╔══

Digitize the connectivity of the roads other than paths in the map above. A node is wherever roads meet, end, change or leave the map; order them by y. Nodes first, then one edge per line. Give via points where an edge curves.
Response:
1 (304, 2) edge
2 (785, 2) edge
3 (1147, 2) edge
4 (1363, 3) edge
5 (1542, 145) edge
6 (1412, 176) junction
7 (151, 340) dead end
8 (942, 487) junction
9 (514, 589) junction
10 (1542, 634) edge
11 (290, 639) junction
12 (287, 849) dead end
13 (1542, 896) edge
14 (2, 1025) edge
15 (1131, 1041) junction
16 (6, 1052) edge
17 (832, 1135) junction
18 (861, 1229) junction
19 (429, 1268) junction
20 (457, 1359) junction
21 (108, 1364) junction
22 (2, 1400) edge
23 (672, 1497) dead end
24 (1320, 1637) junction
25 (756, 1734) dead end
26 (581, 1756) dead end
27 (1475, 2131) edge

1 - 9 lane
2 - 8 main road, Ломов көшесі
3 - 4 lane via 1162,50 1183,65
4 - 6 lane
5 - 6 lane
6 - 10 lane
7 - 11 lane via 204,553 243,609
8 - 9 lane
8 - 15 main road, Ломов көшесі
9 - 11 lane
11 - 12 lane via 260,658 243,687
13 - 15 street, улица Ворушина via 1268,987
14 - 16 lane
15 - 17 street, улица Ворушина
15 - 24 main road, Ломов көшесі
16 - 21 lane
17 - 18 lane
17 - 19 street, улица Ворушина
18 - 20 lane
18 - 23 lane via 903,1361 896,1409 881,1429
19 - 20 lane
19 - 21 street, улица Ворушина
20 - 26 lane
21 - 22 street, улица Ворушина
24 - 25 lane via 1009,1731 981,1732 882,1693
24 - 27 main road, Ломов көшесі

╚══

# Task objective
Reproduce all of the records, keeping every character unchanged.

# Your response
Digitize the connectivity of the roads other than paths in the map above. A node is wherever roads meet, end, change or leave the map; order them by y. Nodes first, then one edge per line. Give via points where an edge curves.
Response:
1 (304, 2) edge
2 (785, 2) edge
3 (1147, 2) edge
4 (1363, 3) edge
5 (1542, 145) edge
6 (1412, 176) junction
7 (151, 340) dead end
8 (942, 487) junction
9 (514, 589) junction
10 (1542, 634) edge
11 (290, 639) junction
12 (287, 849) dead end
13 (1542, 896) edge
14 (2, 1025) edge
15 (1131, 1041) junction
16 (6, 1052) edge
17 (832, 1135) junction
18 (861, 1229) junction
19 (429, 1268) junction
20 (457, 1359) junction
21 (108, 1364) junction
22 (2, 1400) edge
23 (672, 1497) dead end
24 (1320, 1637) junction
25 (756, 1734) dead end
26 (581, 1756) dead end
27 (1475, 2131) edge

1 - 9 lane
2 - 8 main road, Ломов көшесі
3 - 4 lane via 1162,50 1183,65
4 - 6 lane
5 - 6 lane
6 - 10 lane
7 - 11 lane via 204,553 243,609
8 - 9 lane
8 - 15 main road, Ломов көшесі
9 - 11 lane
11 - 12 lane via 260,658 243,687
13 - 15 street, улица Ворушина via 1268,987
14 - 16 lane
15 - 17 street, улица Ворушина
15 - 24 main road, Ломов көшесі
16 - 21 lane
17 - 18 lane
17 - 19 street, улица Ворушина
18 - 20 lane
18 - 23 lane via 903,1361 896,1409 881,1429
19 - 20 lane
19 - 21 street, улица Ворушина
20 - 26 lane
21 - 22 street, улица Ворушина
24 - 25 lane via 1009,1731 981,1732 882,1693
24 - 27 main road, Ломов көшесі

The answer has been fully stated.